▶ [Data section]
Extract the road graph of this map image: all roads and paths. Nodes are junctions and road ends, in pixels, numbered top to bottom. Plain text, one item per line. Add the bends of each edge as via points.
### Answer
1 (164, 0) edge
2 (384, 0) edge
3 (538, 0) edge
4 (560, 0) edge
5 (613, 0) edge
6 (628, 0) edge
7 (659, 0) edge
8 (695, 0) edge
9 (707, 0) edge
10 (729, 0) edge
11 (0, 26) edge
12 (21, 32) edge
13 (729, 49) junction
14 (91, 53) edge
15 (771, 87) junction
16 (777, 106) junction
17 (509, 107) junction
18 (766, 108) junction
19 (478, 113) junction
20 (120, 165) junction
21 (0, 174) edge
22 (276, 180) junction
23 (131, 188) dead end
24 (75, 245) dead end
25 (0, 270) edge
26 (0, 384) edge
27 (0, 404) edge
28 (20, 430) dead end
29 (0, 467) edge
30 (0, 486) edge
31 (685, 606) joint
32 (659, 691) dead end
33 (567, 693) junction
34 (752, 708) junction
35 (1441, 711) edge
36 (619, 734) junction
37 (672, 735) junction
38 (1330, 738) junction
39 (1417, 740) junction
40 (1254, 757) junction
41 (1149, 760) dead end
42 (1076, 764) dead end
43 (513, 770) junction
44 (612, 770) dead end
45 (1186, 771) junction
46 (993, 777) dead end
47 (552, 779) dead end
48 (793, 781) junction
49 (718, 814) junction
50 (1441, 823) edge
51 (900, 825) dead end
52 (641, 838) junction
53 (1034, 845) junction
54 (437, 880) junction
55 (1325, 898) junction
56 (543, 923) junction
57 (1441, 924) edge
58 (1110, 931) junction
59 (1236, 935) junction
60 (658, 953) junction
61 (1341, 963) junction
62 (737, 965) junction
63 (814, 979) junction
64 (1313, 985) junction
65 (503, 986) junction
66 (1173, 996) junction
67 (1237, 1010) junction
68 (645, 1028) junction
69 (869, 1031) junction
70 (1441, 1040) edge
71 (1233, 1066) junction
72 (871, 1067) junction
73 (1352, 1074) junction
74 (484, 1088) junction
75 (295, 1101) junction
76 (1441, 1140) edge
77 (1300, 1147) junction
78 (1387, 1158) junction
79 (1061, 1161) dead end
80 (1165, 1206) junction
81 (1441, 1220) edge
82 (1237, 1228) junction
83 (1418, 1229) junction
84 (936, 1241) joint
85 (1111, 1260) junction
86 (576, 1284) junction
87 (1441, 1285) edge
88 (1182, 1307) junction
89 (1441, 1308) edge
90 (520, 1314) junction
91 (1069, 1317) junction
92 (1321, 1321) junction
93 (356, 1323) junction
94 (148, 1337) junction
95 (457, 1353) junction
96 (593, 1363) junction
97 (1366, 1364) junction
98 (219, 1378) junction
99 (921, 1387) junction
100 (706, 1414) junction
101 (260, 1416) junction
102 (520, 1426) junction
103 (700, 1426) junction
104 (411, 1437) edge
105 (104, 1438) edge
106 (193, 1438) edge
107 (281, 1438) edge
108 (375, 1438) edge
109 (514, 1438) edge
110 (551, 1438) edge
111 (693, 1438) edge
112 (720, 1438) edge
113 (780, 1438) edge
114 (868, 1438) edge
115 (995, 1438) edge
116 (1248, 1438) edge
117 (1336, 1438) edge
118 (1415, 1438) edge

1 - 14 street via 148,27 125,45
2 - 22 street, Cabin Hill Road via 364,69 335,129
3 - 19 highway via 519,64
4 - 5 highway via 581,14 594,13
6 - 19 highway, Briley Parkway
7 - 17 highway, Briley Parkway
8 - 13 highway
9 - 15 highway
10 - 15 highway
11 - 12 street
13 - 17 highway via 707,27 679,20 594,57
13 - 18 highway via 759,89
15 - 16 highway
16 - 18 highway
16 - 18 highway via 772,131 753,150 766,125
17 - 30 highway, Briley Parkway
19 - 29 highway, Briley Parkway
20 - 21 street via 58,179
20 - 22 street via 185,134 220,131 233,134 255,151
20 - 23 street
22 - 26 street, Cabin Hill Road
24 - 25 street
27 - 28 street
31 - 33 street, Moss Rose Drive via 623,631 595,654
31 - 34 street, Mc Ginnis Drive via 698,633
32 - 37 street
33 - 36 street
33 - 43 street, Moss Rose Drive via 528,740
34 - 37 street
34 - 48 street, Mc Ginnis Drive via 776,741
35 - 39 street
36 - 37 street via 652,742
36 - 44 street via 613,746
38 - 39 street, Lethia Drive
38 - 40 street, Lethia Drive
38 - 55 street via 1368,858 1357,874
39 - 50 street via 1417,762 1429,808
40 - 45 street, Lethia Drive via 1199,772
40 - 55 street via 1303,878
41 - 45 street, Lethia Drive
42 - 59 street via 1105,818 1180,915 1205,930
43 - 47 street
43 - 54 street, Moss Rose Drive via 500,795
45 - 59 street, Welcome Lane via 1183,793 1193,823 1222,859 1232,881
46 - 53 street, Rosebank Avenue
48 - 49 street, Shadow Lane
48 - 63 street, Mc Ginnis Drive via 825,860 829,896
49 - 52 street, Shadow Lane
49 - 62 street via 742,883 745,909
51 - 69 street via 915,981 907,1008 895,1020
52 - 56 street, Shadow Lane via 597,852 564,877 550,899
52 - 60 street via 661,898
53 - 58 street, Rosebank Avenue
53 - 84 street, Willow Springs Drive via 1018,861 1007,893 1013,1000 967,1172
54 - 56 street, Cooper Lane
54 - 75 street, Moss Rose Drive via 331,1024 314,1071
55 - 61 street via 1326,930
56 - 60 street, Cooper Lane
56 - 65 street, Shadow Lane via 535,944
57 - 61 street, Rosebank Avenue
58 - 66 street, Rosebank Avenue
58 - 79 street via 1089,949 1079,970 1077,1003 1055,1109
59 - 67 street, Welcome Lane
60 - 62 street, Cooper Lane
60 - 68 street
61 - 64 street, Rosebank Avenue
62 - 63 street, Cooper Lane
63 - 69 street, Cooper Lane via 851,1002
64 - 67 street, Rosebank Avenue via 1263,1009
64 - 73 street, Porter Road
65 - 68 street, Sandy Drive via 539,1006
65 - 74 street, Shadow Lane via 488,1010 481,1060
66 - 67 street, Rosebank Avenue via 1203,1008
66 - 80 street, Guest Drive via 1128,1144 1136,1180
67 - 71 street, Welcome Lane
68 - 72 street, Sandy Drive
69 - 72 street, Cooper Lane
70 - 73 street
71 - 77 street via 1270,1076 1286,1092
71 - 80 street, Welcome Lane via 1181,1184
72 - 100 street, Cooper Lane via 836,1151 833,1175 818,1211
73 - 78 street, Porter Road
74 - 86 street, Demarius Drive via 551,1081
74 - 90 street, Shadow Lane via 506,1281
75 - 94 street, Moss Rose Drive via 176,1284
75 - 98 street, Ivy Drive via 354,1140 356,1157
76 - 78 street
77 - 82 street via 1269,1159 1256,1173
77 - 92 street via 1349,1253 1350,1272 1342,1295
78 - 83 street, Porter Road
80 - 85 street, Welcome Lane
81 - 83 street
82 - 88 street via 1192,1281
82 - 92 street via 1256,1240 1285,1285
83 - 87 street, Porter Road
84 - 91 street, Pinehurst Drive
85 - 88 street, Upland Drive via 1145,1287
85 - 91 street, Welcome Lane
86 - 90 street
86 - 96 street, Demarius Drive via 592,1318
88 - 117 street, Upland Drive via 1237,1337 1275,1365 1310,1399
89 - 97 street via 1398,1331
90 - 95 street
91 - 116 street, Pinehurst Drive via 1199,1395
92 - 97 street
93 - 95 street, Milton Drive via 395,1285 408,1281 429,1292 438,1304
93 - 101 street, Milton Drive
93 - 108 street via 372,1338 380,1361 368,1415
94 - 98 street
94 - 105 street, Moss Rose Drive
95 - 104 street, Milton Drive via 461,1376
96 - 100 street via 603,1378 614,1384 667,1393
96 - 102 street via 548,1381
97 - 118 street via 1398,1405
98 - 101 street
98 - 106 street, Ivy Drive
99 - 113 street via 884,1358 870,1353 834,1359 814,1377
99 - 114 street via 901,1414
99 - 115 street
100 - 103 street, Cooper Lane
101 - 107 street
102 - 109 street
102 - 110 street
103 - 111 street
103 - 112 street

▶ [Exercise instructions] Where a line of the material holds the word "Briley", copy that line.

▶ [Solution for this task]
6 - 19 highway, Briley Parkway
7 - 17 highway, Briley Parkway
17 - 30 highway, Briley Parkway
19 - 29 highway, Briley Parkway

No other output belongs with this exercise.